Volta-Based Tesla V100 Data Center GPU Shatters Barrier of 120 Teraflops of Deep Learning
NVIDIA today launched Volta™ — the world’s most powerful GPU computing architecture, created to drive the next wave of advancement in artificial intelligence and high performance computing.
The company also announced its first Volta-based processor, the NVIDIA® Tesla® V100 data center GPU, which brings extraordinary speed and scalability for AI inferencing and training, as well as for accelerating HPC and graphics workloads.
“Artificial intelligence is driving the greatest technology advances in human history,” said Jensen Huang, founder and chief executive officer of NVIDIA, who unveiled Volta at his GTC keynote. “It will automate intelligence and spur a wave of social progress unmatched since the industrial revolution.

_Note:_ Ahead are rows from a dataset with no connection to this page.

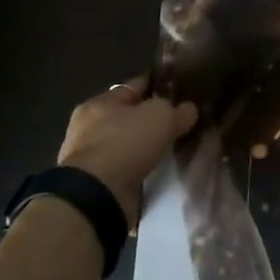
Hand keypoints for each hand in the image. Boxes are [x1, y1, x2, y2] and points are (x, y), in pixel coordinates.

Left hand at [57, 76, 198, 227]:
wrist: (98, 194)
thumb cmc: (125, 143)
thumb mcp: (161, 116)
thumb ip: (178, 110)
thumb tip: (189, 110)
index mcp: (100, 102)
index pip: (135, 86)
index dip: (158, 85)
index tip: (180, 88)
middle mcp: (90, 126)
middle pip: (129, 116)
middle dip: (152, 118)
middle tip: (181, 121)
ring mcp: (91, 156)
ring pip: (128, 143)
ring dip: (146, 146)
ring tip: (174, 148)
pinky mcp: (96, 182)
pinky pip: (126, 167)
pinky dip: (141, 167)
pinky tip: (160, 169)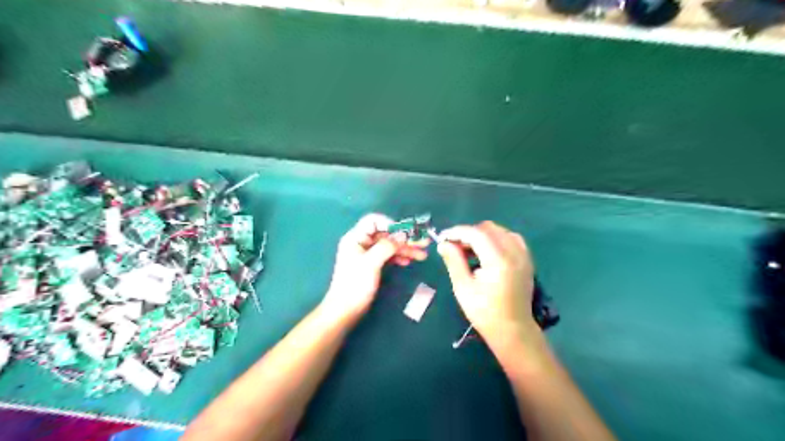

“Deep learning, a groundbreaking AI approach that creates computer software that learns, has insatiable demand for processing power. Thousands of NVIDIA engineers spent over three years crafting Volta to help meet this need, enabling the industry to realize AI’s life-changing potential,” he said.
Volta, NVIDIA’s seventh-generation GPU architecture, is built with 21 billion transistors and delivers the equivalent performance of 100 CPUs for deep learning.
It provides a 5x improvement over Pascal™, the current-generation NVIDIA GPU architecture, in peak teraflops, and 15x over the Maxwell™ architecture, launched two years ago. This performance surpasses by 4x the improvements that Moore’s law would have predicted.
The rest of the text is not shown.